Nothing should change. Output the data exactly.
[Material shown Boundary: Start]
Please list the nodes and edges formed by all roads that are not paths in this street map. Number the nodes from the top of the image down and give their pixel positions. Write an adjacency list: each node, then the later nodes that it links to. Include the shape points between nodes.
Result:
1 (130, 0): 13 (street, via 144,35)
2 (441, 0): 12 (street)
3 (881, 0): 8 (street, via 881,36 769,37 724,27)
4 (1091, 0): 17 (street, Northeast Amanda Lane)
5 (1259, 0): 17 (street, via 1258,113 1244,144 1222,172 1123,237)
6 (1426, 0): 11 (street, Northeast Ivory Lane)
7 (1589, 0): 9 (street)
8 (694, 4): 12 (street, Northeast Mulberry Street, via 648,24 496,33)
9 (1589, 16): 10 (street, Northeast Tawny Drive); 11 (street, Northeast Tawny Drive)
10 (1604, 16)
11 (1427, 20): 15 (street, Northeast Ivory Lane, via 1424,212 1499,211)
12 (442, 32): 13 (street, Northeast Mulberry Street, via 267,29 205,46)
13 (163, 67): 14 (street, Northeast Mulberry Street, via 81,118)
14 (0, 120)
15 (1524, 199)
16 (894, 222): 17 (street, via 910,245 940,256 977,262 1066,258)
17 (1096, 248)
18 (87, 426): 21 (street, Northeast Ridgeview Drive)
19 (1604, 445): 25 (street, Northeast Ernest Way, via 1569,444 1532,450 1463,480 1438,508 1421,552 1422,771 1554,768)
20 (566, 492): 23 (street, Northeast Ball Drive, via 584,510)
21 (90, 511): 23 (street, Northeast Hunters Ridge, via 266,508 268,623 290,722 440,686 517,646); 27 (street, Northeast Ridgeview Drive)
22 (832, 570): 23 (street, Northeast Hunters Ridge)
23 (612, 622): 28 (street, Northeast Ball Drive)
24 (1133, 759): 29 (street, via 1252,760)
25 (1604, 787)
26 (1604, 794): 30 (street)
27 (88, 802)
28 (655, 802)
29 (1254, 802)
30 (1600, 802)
[Material shown Boundary: End]
= Task answer =
Please list the nodes and edges formed by all roads that are not paths in this street map. Number the nodes from the top of the image down and give their pixel positions. Write an adjacency list: each node, then the later nodes that it links to. Include the shape points between nodes.
Result:
1 (130, 0): 13 (street, via 144,35)
2 (441, 0): 12 (street)
3 (881, 0): 8 (street, via 881,36 769,37 724,27)
4 (1091, 0): 17 (street, Northeast Amanda Lane)
5 (1259, 0): 17 (street, via 1258,113 1244,144 1222,172 1123,237)
6 (1426, 0): 11 (street, Northeast Ivory Lane)
7 (1589, 0): 9 (street)
8 (694, 4): 12 (street, Northeast Mulberry Street, via 648,24 496,33)
9 (1589, 16): 10 (street, Northeast Tawny Drive); 11 (street, Northeast Tawny Drive)
10 (1604, 16)
11 (1427, 20): 15 (street, Northeast Ivory Lane, via 1424,212 1499,211)
12 (442, 32): 13 (street, Northeast Mulberry Street, via 267,29 205,46)
13 (163, 67): 14 (street, Northeast Mulberry Street, via 81,118)
14 (0, 120)
15 (1524, 199)
16 (894, 222): 17 (street, via 910,245 940,256 977,262 1066,258)
17 (1096, 248)
18 (87, 426): 21 (street, Northeast Ridgeview Drive)
19 (1604, 445): 25 (street, Northeast Ernest Way, via 1569,444 1532,450 1463,480 1438,508 1421,552 1422,771 1554,768)
20 (566, 492): 23 (street, Northeast Ball Drive, via 584,510)
21 (90, 511): 23 (street, Northeast Hunters Ridge, via 266,508 268,623 290,722 440,686 517,646); 27 (street, Northeast Ridgeview Drive)
22 (832, 570): 23 (street, Northeast Hunters Ridge)
23 (612, 622): 28 (street, Northeast Ball Drive)
24 (1133, 759): 29 (street, via 1252,760)
25 (1604, 787)
26 (1604, 794): 30 (street)
27 (88, 802)
28 (655, 802)
29 (1254, 802)
30 (1600, 802)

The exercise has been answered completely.